On March 28, The Miscellany News celebrated its centennial as a weekly newspaper by hosting a party in the Alumnae House for our current and former staff, as well as the newspaper’s alums. We exchanged funny stories, commiserated about production nights of the past and updated our predecessors on what has changed on Vassar’s campus since they graduated. Nostalgia was as free-flowing as the wine. However, for some, returning to Vassar wasn’t the trip down memory lane they were expecting.
After spending a weekend at Vassar, Rebecca Schuman ’98 wrote an article for Slate, entitled “The Sad Demise of Collegiate Fun,” the crux of which was that larger institutional and systematic shifts in youth culture have resulted in “pre-professional anxiety, coupled with the nihilistic, homogeneous partying that exists as its natural counterbalance” (04.15.2014). Schuman cites Vassar’s keg ban of 2011 and the fizzling out of the Mug as prime examples of Vassar’s Administration spoiling all the fun. But she doesn’t just point to the higher-ups for instituting these changes; the students themselves just don’t know how to get into trouble anymore, unwilling to stray off the beaten path.
Vassar, she said, simply isn’t weird anymore.
Vassar has certainly changed since the ’90s, and it’s continuing to change. But surely there are many alums who came before Schuman who would have thought little of her generation’s supposed rebels without cause. The suffragists of the early 1900s, the activists of the civil rights movement—they would probably be disappointed by the drop in student activism and radicalness of Schuman’s class, just as she seems to be with ours.
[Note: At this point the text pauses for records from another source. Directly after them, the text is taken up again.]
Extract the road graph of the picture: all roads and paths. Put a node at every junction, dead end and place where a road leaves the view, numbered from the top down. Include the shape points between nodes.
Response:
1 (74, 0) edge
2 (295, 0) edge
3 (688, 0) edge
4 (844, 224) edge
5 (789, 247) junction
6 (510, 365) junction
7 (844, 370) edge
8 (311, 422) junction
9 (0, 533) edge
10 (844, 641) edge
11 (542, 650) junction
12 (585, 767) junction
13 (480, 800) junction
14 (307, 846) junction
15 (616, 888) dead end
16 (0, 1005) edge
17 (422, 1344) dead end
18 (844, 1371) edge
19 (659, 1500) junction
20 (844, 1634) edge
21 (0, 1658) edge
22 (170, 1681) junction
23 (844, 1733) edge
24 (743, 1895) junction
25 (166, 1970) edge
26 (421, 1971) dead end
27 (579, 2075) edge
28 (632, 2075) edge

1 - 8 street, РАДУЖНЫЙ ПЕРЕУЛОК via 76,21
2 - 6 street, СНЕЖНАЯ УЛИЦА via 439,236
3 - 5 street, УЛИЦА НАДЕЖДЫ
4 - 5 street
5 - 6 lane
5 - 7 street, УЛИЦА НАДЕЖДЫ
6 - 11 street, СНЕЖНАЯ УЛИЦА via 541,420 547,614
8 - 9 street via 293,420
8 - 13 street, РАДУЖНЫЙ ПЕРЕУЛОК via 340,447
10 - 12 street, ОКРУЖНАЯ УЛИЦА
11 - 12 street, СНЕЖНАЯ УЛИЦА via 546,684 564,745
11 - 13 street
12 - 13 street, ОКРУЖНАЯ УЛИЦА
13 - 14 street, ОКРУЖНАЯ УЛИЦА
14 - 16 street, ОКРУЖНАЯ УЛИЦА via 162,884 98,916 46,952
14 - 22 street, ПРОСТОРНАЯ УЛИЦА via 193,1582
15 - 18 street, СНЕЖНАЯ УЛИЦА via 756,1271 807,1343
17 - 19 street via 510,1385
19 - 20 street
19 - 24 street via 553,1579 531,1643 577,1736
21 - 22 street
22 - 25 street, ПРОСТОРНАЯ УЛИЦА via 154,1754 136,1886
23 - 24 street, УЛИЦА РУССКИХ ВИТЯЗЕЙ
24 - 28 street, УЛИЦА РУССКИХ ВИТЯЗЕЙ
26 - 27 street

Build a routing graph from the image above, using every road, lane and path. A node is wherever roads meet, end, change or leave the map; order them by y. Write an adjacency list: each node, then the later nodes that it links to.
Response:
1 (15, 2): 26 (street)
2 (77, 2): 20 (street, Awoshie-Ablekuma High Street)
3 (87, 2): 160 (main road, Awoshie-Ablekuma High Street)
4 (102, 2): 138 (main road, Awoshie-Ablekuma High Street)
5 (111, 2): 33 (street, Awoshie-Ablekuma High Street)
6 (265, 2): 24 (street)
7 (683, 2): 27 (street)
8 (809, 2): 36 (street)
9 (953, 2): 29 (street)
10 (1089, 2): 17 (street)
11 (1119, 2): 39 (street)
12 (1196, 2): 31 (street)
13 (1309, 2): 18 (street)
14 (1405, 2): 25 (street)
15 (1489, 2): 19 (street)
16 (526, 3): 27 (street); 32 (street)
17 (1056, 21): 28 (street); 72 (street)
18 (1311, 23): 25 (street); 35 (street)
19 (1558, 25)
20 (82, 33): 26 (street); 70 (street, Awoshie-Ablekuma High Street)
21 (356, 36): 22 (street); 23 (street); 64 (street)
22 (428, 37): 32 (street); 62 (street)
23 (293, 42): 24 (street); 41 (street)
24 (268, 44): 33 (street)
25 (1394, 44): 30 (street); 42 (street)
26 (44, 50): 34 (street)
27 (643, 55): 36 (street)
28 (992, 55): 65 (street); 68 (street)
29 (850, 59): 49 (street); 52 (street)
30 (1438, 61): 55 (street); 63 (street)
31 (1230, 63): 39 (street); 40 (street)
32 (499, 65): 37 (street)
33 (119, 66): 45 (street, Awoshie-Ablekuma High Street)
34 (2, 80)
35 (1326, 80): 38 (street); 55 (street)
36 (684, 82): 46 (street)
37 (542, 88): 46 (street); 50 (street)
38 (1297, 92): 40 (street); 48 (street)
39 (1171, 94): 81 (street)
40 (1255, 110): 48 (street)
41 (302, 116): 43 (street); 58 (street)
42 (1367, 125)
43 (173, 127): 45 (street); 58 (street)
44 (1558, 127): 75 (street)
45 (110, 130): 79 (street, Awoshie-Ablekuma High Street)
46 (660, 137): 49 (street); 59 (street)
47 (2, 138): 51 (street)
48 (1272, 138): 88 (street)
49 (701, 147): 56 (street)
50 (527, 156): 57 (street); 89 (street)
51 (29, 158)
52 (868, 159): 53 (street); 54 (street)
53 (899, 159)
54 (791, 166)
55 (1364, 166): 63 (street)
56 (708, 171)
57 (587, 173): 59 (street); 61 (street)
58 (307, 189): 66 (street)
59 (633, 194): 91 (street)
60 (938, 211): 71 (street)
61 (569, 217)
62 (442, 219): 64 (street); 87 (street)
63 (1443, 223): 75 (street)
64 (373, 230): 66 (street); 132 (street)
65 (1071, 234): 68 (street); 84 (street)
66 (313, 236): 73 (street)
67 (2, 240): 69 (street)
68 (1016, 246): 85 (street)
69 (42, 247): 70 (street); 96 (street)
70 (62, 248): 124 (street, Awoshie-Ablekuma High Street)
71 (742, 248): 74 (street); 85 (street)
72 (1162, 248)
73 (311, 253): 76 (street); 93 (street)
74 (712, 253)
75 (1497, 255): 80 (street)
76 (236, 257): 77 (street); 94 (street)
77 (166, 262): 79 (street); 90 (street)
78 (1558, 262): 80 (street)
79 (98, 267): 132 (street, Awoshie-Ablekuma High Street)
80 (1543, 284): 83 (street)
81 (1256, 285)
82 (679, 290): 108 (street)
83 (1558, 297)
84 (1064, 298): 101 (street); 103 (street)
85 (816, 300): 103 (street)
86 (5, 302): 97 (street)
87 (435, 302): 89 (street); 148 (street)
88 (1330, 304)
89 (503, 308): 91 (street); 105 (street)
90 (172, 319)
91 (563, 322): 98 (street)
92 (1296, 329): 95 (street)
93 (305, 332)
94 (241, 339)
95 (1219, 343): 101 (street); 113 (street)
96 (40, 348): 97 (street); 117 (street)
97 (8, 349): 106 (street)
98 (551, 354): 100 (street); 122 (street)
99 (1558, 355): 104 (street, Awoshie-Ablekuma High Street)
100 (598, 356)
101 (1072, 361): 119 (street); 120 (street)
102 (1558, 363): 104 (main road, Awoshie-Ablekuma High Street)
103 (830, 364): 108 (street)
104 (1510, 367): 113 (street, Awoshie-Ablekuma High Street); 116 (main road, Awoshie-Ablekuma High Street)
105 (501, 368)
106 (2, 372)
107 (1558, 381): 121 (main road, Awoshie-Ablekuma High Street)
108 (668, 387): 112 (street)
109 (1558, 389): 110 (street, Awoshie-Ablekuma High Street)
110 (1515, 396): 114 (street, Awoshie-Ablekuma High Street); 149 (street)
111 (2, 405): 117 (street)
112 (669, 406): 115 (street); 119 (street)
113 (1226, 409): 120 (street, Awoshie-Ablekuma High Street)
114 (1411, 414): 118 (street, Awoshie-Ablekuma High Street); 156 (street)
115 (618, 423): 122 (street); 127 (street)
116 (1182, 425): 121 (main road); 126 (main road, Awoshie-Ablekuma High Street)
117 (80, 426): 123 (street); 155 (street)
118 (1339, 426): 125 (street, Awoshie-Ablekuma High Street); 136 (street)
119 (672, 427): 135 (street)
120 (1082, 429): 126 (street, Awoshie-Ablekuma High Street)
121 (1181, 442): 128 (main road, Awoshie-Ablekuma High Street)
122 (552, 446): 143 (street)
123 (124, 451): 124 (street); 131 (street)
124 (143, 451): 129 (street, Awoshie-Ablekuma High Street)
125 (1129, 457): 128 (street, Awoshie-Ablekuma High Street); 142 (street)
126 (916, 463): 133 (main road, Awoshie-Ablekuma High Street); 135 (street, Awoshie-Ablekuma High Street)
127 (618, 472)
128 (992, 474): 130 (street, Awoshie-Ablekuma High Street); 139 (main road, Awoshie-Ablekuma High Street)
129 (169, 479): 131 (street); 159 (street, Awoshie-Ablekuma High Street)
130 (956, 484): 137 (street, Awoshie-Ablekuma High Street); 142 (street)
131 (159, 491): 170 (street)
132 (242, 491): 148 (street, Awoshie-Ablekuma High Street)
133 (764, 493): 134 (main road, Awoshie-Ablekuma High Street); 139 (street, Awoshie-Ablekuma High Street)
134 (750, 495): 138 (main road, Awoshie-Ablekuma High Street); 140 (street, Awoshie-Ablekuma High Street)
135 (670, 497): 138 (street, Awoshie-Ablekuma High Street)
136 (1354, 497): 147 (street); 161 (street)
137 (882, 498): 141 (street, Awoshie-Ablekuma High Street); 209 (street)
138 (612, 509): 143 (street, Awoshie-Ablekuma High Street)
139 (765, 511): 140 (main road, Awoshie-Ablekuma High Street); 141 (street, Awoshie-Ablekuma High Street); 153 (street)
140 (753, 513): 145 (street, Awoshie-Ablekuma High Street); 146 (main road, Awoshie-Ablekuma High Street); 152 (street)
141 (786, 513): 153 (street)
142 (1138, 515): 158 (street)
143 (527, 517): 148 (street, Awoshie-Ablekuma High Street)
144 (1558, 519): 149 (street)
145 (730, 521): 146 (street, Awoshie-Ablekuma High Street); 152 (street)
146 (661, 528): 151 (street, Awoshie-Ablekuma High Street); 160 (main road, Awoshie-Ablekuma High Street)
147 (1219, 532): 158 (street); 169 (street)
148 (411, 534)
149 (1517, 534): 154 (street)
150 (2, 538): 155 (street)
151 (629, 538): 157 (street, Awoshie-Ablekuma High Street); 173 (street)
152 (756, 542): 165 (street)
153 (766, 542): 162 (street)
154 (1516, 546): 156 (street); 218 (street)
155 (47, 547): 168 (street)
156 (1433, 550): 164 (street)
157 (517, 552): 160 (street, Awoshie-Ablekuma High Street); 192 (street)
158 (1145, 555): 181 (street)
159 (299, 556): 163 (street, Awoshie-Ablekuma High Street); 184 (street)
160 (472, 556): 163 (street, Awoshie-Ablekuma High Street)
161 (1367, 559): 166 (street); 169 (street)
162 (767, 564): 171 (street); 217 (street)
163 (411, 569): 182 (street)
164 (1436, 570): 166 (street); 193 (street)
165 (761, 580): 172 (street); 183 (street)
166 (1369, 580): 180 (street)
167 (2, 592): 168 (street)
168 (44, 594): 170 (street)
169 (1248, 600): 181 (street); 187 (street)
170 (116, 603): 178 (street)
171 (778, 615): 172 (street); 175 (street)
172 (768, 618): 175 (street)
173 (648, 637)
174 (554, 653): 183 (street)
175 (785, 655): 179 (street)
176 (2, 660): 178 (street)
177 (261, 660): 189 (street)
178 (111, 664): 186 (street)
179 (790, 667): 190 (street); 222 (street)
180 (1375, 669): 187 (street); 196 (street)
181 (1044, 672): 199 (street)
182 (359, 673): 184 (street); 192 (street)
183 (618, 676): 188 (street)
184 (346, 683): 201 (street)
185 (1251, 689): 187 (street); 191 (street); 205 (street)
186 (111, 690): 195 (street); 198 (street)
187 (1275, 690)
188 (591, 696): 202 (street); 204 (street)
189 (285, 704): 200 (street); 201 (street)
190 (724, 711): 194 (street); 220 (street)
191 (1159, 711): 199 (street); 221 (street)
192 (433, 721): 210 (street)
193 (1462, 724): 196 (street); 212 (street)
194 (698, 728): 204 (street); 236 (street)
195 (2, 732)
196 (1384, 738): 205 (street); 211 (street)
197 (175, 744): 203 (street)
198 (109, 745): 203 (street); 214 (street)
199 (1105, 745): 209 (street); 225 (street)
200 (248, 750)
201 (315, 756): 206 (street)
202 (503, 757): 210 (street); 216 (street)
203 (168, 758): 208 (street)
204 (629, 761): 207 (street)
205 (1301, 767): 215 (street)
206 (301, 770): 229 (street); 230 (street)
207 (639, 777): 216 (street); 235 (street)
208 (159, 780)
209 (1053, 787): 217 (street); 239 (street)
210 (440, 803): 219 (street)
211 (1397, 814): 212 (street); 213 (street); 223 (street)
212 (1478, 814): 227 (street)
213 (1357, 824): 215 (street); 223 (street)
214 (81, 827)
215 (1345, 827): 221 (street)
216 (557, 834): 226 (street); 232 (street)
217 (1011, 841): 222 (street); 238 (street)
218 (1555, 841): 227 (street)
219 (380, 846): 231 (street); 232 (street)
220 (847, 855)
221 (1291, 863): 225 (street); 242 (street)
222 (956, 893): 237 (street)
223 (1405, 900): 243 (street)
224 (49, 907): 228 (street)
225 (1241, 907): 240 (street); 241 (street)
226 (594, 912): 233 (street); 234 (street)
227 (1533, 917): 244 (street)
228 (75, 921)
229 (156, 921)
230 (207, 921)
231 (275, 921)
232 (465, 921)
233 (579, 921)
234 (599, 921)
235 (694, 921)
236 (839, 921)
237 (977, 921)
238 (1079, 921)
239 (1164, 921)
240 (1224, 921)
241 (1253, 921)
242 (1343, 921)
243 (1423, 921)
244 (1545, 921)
Yes, there are many arguments you could make about Vassar becoming increasingly less progressive, but none of those have to do with keg bans or the fact that they no longer serve Pabst Blue Ribbon at the Mug, at least in my estimation. So, for a moment, I would like to defend Vassar’s weirdness, because I believe Schuman has done her alma mater a disservice with her piece.
One point with which I take issue is Schuman’s claim that the campus was “dead all weekend.” She writes, “the closest I saw to free play time was, I kid you not, a Quidditch game.” The lack of nightlife on campus, she says, is because Vassar students no longer have a place to go without the happening-ness of the Mug or the impromptu dorm parties she remembers fondly. Safety and Security is Vassar’s Big Brother, and throwing caution to the wind is a thing of the past, Schuman seems to be suggesting—such is not the case.
Though I’ve spent many nights at the Mug, and there are still some worthwhile events that happen there, I in no way see it as indicative of social life at Vassar. Perhaps the reason why campus appeared so deserted on a Friday night was because parties and small concerts are now thriving at off-campus houses instead—locations decidedly outside of Vassar’s jurisdiction, with the exception of the Town Houses and Terrace Apartments. How’s that for “minimally supervised goof off–ery,” Schuman?
Many other students could also tell you stories of climbing to the roofs of various campus buildings, attending secret a capella concerts, Founder’s Day shenanigans and all the moments in between, which cannot be captured in one article or witnessed in one weekend.
And, to be frank, when I come back to Vassar in a decade or two, I won’t expect to be invited to all the off-campus hang outs I once was or be keen to attend all of the Town House parties teetering dangerously on the edge of getting broken up by Security. Things will have changed, I’ll have grown older and college fun might have become nearly unrecognizable to me.
I assure you, there still exists the same kind of youthful whim you remember, Rebecca Schuman, it just might look a little different now. Like any college, Vassar can neither remain static nor can it ever be one singular thing; it lives and breathes, ebbs and flows along with its students. In any case, Vassar students still have the spirit and spunk of those who came before, and that’s not about to change any time soon.
—Marie Solis ’15 is an English major.